◆ **Task prompt**
Print the entire listing below word for word, excluding its pictures.

◆ **Data extracts**

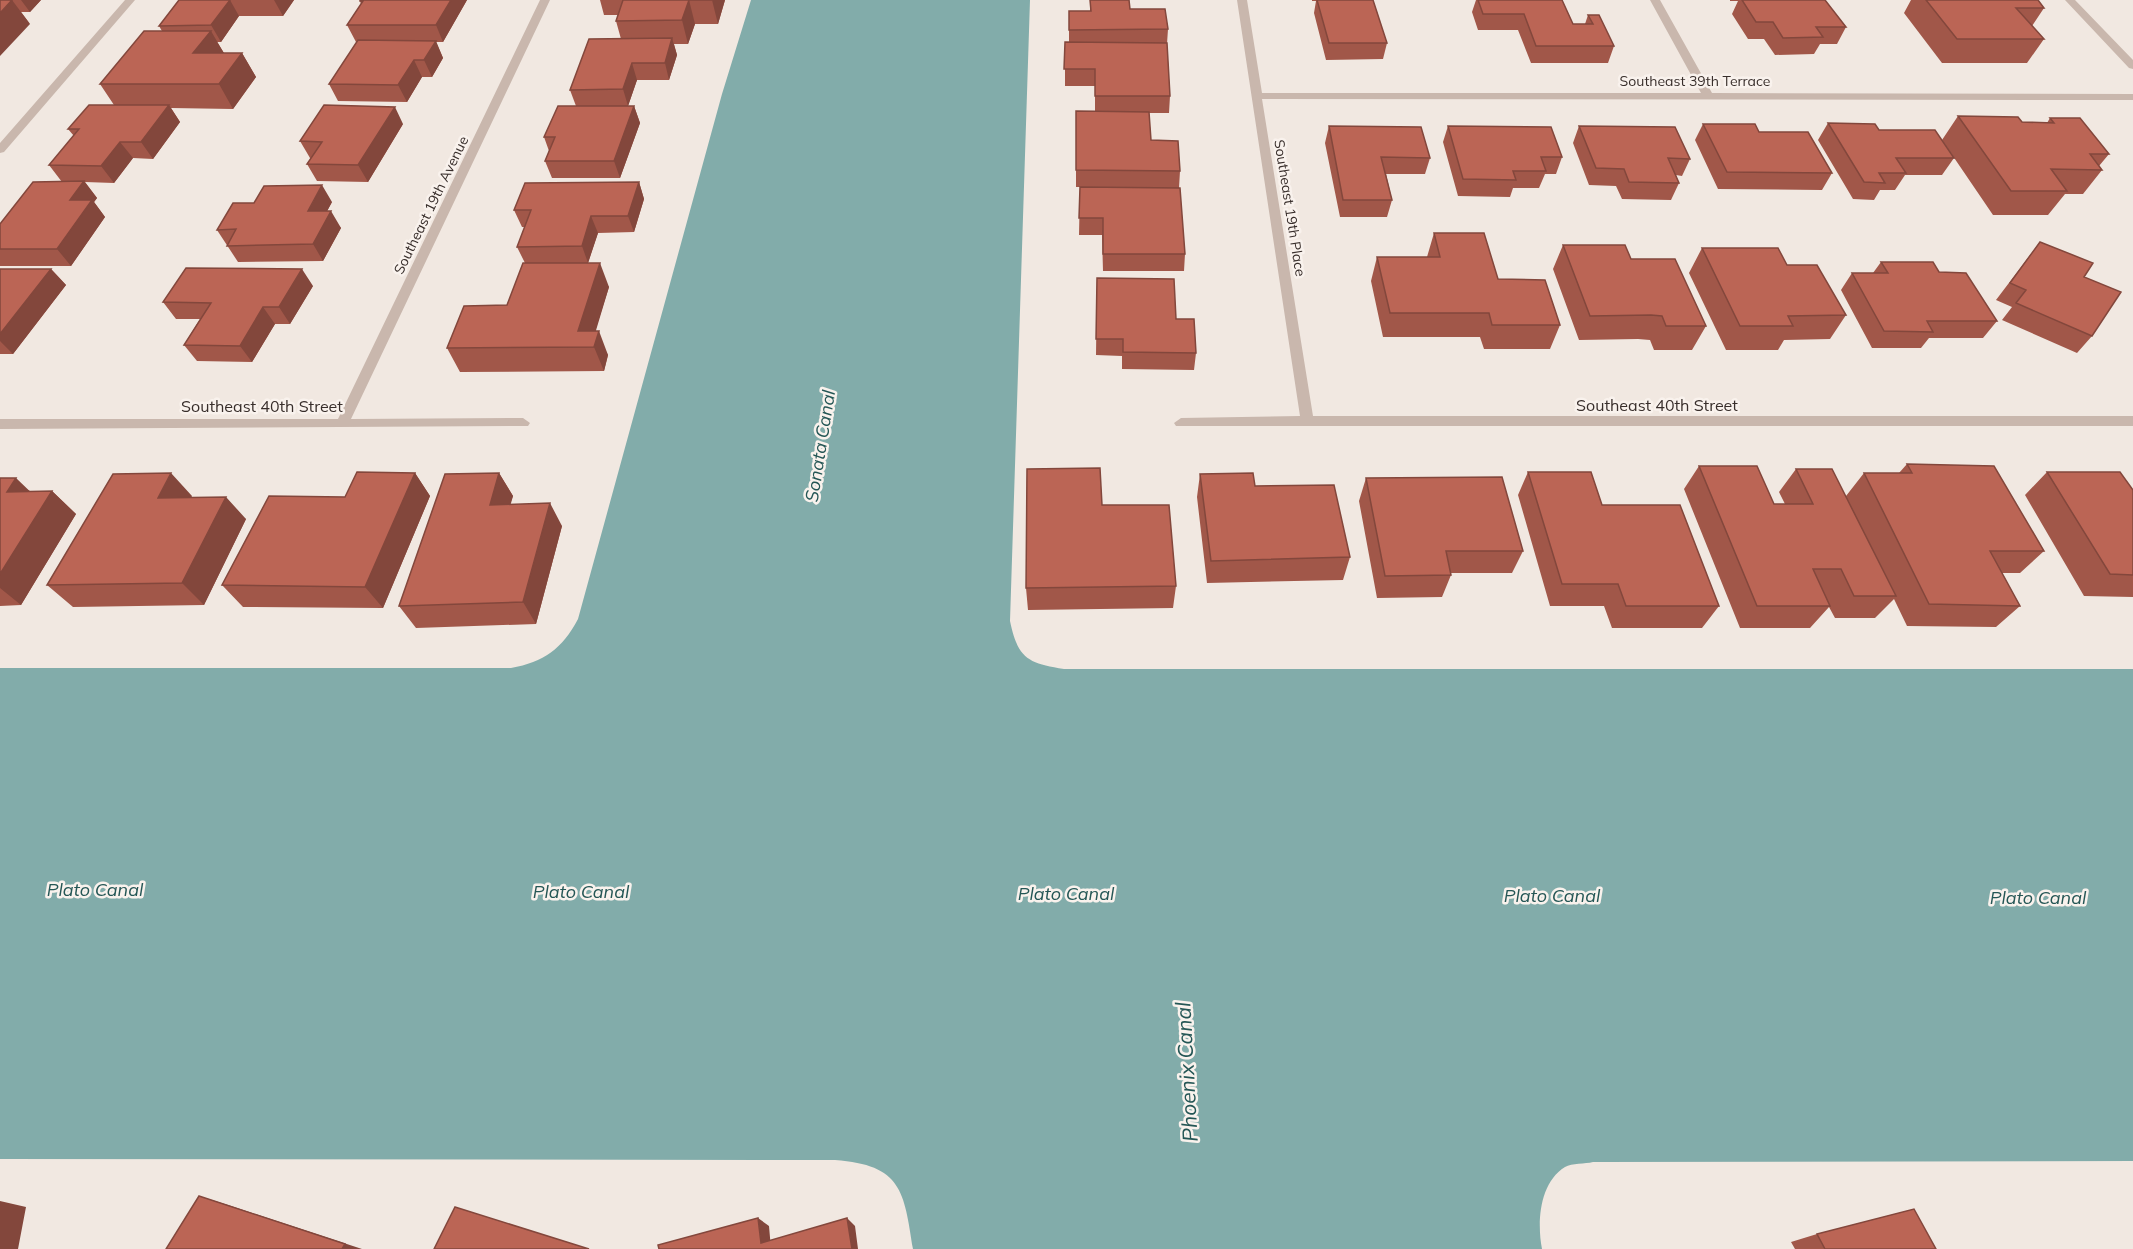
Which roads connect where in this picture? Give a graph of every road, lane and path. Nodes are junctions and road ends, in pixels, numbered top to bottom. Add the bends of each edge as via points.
1 (130, 0) edge
2 (545, 0) edge
3 (1242, 0) edge
4 (1655, 0) edge
5 (2070, 0) edge
6 (2133, 66) edge
7 (1258, 96) junction
8 (1708, 96) junction
9 (2133, 97) edge
10 (0, 150) edge
11 (1307, 420) junction
12 (2133, 421) edge
13 (343, 422) junction
14 (523, 423) dead end
15 (1181, 423) dead end
16 (0, 424) edge

1 - 10 street
2 - 13 street, Southeast 19th Avenue
3 - 7 street, Southeast 19th Place
4 - 8 street
5 - 6 street
7 - 8 street, Southeast 39th Terrace
7 - 11 street, Southeast 19th Place
8 - 9 street, Southeast 39th Terrace
11 - 12 street, Southeast 40th Street
11 - 15 street, Southeast 40th Street
13 - 14 street, Southeast 40th Street
13 - 16 street, Southeast 40th Street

◆ **Output below**
Which roads connect where in this picture? Give a graph of every road, lane and path. Nodes are junctions and road ends, in pixels, numbered top to bottom. Add the bends of each edge as via points.
1 (130, 0) edge
2 (545, 0) edge
3 (1242, 0) edge
4 (1655, 0) edge
5 (2070, 0) edge
6 (2133, 66) edge
7 (1258, 96) junction
8 (1708, 96) junction
9 (2133, 97) edge
10 (0, 150) edge
11 (1307, 420) junction
12 (2133, 421) edge
13 (343, 422) junction
14 (523, 423) dead end
15 (1181, 423) dead end
16 (0, 424) edge

1 - 10 street
2 - 13 street, Southeast 19th Avenue
3 - 7 street, Southeast 19th Place
4 - 8 street
5 - 6 street
7 - 8 street, Southeast 39th Terrace
7 - 11 street, Southeast 19th Place
8 - 9 street, Southeast 39th Terrace
11 - 12 street, Southeast 40th Street
11 - 15 street, Southeast 40th Street
13 - 14 street, Southeast 40th Street
13 - 16 street, Southeast 40th Street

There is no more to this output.